Or at least escape from a portion of the hole inside the photon horizon?
Your question only really makes sense for a localized tachyon, i.e. one whose wavefunction in position space is constrained to a finite region of space (i.e. has compact support) because that is the only kind that will "fit" inside a horizon of a black hole. And the answer to your question for this kind of tachyon is that it cannot escape a black hole.
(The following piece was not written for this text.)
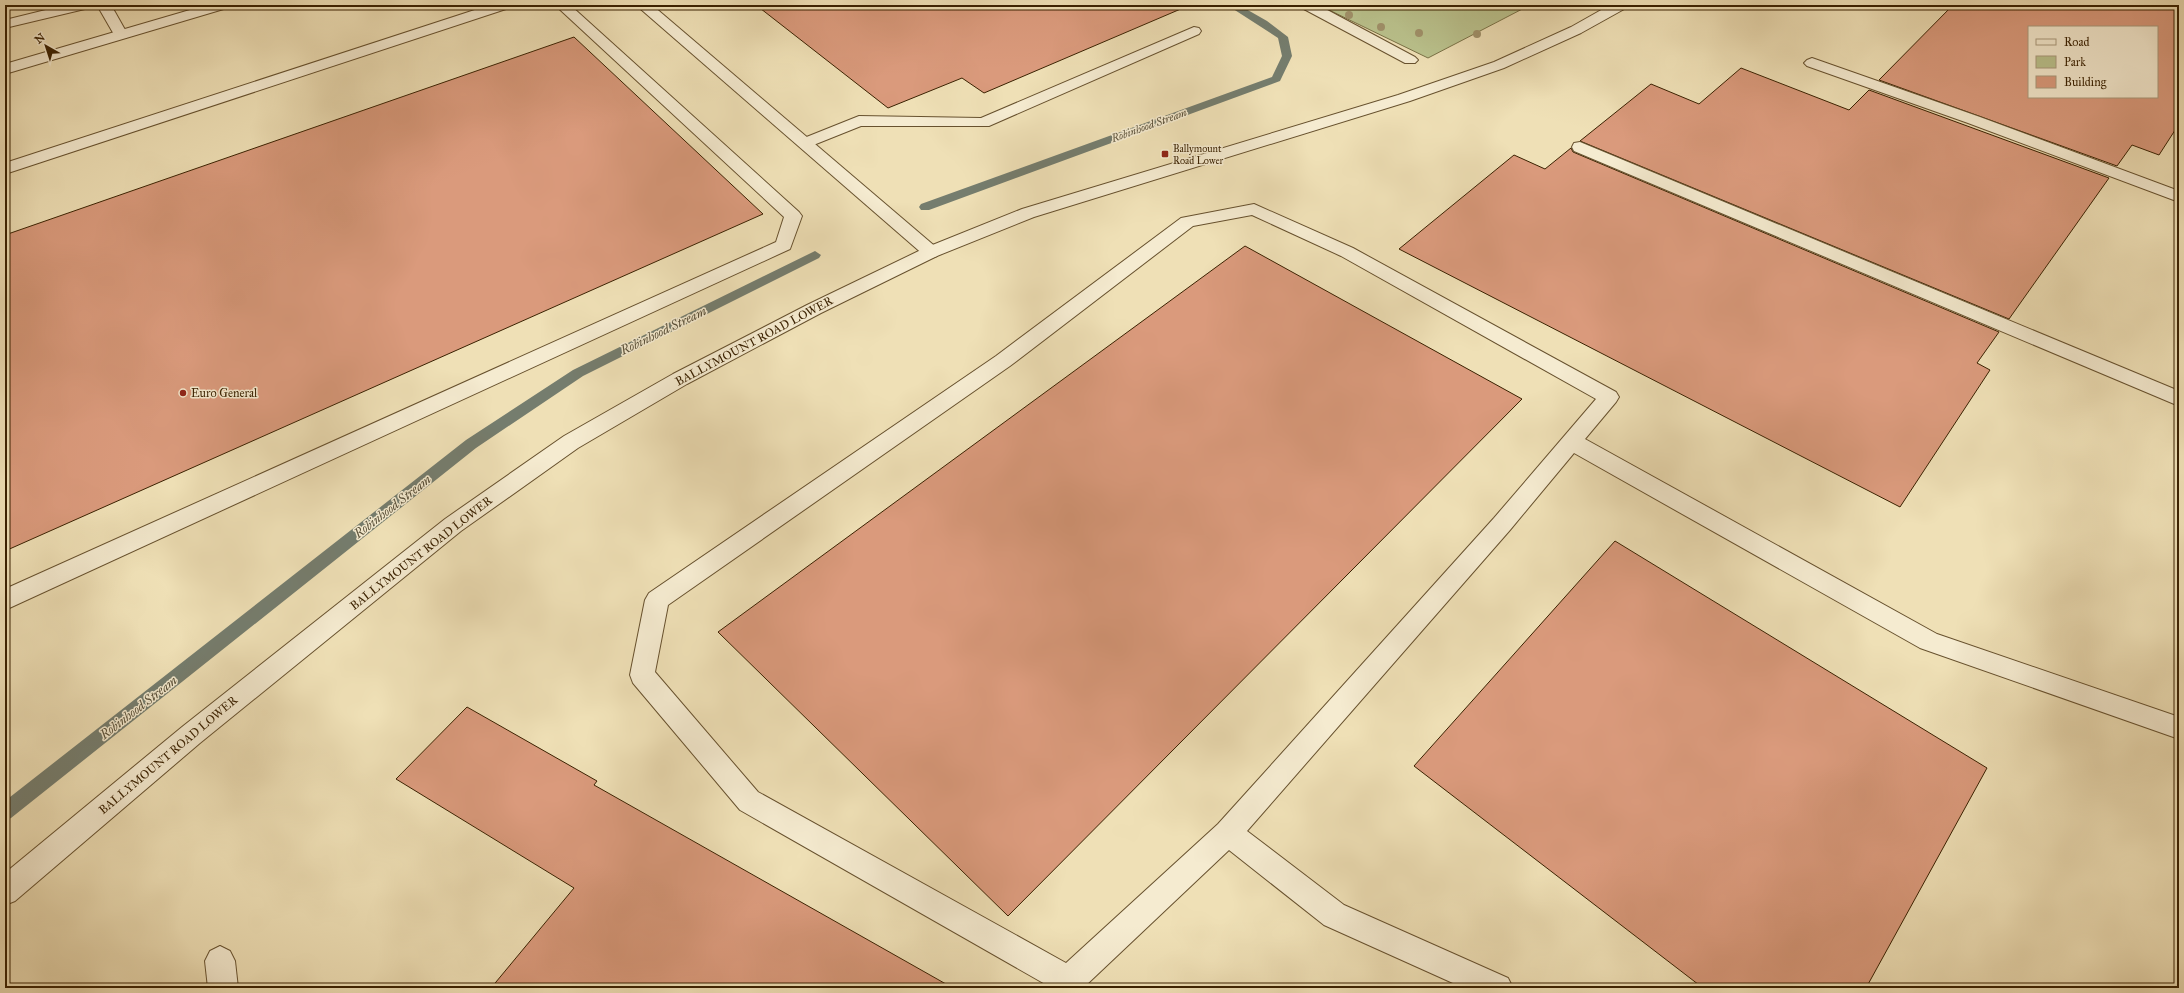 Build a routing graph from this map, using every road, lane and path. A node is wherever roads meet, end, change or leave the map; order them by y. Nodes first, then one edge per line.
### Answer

The edges of a localized tachyon fulfilling the Klein Gordon equation with an imaginary mass parameter can only spread at a speed less than $c$, even though the plane waves (momentum eigenstates) that make it up have phase velocities greater than $c$. That is, if we plot the region where the wavefunction is nonzero, the boundary of this region can only grow at a speed less than $c$. This is a consequence of the Paley-Wiener theorem, which shows that the Fourier transform of any function with compact support cannot itself have a compact support and must include arbitrarily high frequency components. This is elegantly summarized in John Baez's Article "Do Tachyons Exist?". The theory making use of the Paley-Wiener theorem is summarized in QMechanic's answer to "Do Tachyons Move Faster than Light?.
Since the disturbance of a localized tachyon cannot spread faster than $c$, it therefore cannot escape the inside of a black hole's event horizon. In concluding this, we also need to assume (or at least I will, because I only know classical General Relativity) that the inside of a black hole is exactly as e.g. the Schwarzschild or Kerr solutions (in the Kerr case we need to limit the angular momentum so that there is an event horizon) to the Einstein field equations would describe a black hole: no talk of firewalls or other speculative recent quantum phenomena. We also need to assume it is valid to simply transcribe a solution to the Klein-Gordon (or other suitable wave equation) onto the spacetime inside a black hole. So these ideas will apply for a big black hole, where the spacetime inside the horizon is of very low curvature compared to the scale over which the tachyonic field is nonzero.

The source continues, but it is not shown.